EventProcessor Performance Issues

danstoofox · September 8, 2022, 11:27pm

Hello again,

I hope all are doing well. I have implemented a solution that triggers the creation of ‘many’ events (<10k). I have a single processing group responsible for handling all those events since the event handling order is important for events relating to the same aggregate. The created events usually occur on their own. The case that many are created at the same time only happens once or twice a year.

Currently, it looks like all events are created very fast by my command handlers but the projections are not updating fast enough. I am aiming for less than a couple of seconds to handle all events in my projections.

I found this presentation which talked about possible solutions. All of the presented solutions seem to be fast enough for my use case. However, I haven’t been able to get them working because I can’t seem to find any documentation.

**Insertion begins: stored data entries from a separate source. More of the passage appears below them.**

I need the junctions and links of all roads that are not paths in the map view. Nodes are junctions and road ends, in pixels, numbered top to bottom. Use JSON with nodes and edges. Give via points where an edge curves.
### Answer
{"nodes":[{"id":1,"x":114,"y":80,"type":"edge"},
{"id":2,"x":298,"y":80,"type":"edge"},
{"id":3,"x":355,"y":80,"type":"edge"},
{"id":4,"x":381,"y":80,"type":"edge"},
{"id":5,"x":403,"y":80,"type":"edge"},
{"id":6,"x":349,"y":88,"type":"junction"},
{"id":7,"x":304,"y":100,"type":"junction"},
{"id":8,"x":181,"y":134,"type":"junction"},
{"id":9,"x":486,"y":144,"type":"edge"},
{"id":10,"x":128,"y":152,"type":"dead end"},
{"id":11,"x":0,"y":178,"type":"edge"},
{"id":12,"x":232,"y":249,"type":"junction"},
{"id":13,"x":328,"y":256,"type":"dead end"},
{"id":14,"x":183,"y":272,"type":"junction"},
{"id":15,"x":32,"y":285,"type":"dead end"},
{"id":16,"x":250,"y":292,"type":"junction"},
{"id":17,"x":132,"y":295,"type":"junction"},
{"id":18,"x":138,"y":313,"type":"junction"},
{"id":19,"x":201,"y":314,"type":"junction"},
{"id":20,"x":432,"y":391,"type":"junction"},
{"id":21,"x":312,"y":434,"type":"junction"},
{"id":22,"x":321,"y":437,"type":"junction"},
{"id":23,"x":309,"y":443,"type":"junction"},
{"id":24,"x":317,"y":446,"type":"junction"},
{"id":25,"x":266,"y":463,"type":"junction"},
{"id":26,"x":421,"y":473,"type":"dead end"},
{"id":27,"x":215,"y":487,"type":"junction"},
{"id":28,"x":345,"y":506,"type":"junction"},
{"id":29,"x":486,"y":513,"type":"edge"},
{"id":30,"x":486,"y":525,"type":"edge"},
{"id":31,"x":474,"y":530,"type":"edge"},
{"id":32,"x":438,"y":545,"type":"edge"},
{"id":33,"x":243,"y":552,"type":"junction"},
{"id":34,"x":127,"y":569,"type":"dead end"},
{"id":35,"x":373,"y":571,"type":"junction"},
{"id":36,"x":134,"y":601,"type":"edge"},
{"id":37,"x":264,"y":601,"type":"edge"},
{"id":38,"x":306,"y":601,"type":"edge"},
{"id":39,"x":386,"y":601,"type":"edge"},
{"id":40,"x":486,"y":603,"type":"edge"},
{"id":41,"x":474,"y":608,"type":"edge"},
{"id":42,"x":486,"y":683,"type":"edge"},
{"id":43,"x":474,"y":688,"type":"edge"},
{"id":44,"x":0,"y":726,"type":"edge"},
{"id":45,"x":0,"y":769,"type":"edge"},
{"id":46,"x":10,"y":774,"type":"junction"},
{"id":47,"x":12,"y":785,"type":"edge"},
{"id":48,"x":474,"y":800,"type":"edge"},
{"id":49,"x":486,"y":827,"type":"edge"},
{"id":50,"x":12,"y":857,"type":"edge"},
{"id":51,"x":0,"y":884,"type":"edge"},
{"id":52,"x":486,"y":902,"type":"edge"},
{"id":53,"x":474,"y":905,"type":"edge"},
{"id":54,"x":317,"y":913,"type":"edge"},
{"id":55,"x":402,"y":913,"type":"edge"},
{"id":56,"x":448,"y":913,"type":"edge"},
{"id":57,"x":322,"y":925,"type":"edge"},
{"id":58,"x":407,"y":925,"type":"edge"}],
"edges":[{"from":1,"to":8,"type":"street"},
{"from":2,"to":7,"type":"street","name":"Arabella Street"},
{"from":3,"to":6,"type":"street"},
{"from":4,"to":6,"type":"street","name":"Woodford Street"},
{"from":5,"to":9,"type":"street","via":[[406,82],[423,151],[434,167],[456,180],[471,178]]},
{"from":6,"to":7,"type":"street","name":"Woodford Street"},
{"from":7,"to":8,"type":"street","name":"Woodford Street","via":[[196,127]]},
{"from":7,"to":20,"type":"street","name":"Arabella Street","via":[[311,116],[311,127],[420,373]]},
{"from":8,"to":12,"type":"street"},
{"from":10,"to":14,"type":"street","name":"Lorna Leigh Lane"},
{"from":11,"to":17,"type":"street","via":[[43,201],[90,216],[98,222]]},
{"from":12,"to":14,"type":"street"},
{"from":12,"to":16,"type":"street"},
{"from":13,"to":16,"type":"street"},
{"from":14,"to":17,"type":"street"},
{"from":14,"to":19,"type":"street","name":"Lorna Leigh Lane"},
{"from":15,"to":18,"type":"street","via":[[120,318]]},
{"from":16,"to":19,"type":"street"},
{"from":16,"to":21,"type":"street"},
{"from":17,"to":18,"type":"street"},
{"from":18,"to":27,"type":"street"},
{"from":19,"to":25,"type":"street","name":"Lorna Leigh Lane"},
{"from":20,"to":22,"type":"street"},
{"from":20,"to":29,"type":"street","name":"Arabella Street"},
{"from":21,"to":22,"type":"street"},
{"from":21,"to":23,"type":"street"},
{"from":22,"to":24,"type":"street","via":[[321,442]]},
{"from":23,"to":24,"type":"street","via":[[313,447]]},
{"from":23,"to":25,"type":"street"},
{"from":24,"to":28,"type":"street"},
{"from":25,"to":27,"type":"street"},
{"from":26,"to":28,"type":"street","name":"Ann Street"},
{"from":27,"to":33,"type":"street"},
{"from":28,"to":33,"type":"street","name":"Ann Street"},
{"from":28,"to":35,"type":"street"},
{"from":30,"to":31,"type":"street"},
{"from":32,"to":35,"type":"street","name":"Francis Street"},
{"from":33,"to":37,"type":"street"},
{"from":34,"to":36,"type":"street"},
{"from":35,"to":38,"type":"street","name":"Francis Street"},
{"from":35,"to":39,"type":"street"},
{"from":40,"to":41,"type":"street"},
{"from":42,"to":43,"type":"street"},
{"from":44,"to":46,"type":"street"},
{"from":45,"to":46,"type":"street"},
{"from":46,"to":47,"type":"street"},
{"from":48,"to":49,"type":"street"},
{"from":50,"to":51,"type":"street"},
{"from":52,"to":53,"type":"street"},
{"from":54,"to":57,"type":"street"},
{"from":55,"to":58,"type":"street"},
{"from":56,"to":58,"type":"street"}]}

I think that the parallel processing solution is a good fit for me. I tried this:

configurer.registerTrackingEventProcessorConfiguration("processingGroupName", configuration ->
                TrackingEventProcessorConfiguration
                        .forParallelProcessing(4)
                        .andInitialSegmentsCount(4)
                        .andBatchSize(100));

I don’t see any difference with this configuration. I hope someone can show me the correct solution to this problem.

Thank you.

PS: We are using Axon Server EE

Gerard · September 9, 2022, 5:36am

Please note that initial segment count only is taken into account when the processor did not create the tokens yet. So likely you still only have one segment. From Axon Server UI you can split the segment to 2, and then split each to go to 4 segments. Only then the TEP will be able to run and process from 4 different threads.

danstoofox · September 9, 2022, 10:55am

Thank you for the fast reply @Gerard. The Axon Server UI in the Cloud seems to be broken “Unexpected end of JSON” for every split and merge action. I recreated the tokens and I can verify that they are now running with four threads.

The performance is slightly better but still not what I was hoping for. As a side note, using four threads and 10 segments resulted in events not being processed. I changed it to four threads and four segments and it seems to work.

My event handlers are trivial. Load entity from DB, perform a single (not expensive) method, and store the entity in DB. I assume that the database operations may present a bottleneck. The linked article talked about this too. Ideally, I would process the events of a bunch of entities and perform a saveAll after the batch is processed. Is this possible? If yes, could you please provide an example?

Context: The events belong to many different aggregates (around 1-5 per aggregate). Each aggregate is represented by an entity in the query database.

Thanks

Gerard · September 9, 2022, 11:37am

With TEP you indeed need to be careful to have at least one thread running for each segment.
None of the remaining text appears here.